Last week, it happened again. A $26 billion private credit fund managed by BlackRock—the largest asset manager on Earth—was swamped with withdrawal requests. The firm didn’t halt redemptions entirely, but it capped payouts at the fund’s quarterly limit. Many investors who asked for their money back received only a fraction of what they requested.

These were not obscure hedge funds buried in the back pages of financial newspapers. They were marketed to ordinary investors—retirees, savers, people seeking steady returns in a world where traditional bank accounts pay almost nothing. The selling point was safety. The reality, now coming into focus, is more concerning. And it is happening at the exact moment a separate crisis—war in the Persian Gulf—threatens to drive up the cost of everything.

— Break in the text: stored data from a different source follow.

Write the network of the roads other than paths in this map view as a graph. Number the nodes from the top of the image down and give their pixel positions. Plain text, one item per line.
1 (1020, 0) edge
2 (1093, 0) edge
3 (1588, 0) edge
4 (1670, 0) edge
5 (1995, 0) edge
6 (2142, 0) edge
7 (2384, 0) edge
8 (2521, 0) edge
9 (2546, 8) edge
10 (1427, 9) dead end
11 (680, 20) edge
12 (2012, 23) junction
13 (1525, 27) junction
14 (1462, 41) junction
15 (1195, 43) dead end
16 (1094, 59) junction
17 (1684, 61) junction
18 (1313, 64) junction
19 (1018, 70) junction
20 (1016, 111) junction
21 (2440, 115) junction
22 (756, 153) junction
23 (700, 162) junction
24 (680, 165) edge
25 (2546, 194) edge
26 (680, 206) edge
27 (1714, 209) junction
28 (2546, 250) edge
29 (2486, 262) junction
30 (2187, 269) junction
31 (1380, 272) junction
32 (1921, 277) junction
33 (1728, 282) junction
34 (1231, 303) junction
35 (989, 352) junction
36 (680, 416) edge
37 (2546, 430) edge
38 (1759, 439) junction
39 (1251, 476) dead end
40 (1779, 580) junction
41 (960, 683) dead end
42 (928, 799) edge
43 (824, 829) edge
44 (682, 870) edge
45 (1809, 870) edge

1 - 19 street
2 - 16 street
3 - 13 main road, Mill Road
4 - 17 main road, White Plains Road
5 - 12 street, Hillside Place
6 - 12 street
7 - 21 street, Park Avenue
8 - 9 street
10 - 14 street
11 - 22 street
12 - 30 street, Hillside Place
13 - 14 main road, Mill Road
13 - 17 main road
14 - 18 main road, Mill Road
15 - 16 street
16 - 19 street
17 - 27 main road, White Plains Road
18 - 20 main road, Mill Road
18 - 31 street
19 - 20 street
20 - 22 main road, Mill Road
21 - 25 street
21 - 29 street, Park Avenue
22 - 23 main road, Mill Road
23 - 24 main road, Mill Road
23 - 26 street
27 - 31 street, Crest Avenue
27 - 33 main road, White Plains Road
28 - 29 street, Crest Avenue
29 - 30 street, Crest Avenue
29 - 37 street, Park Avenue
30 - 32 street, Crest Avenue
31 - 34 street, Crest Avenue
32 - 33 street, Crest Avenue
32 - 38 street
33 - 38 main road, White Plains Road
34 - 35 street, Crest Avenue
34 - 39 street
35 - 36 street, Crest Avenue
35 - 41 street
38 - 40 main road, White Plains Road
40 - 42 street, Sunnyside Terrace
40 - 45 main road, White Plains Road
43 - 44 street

The Fine Print You Didn’t Read

Let’s talk about Blue Owl. It’s not a shady outfit operating out of a strip mall. It is one of the largest alternative asset managers on Wall Street, and it runs something called a private credit fund. For decades, lending to mid-sized companies was the boring work of traditional banks. But after the 2008 financial crisis, regulators forced banks to hold more capital and take fewer risks.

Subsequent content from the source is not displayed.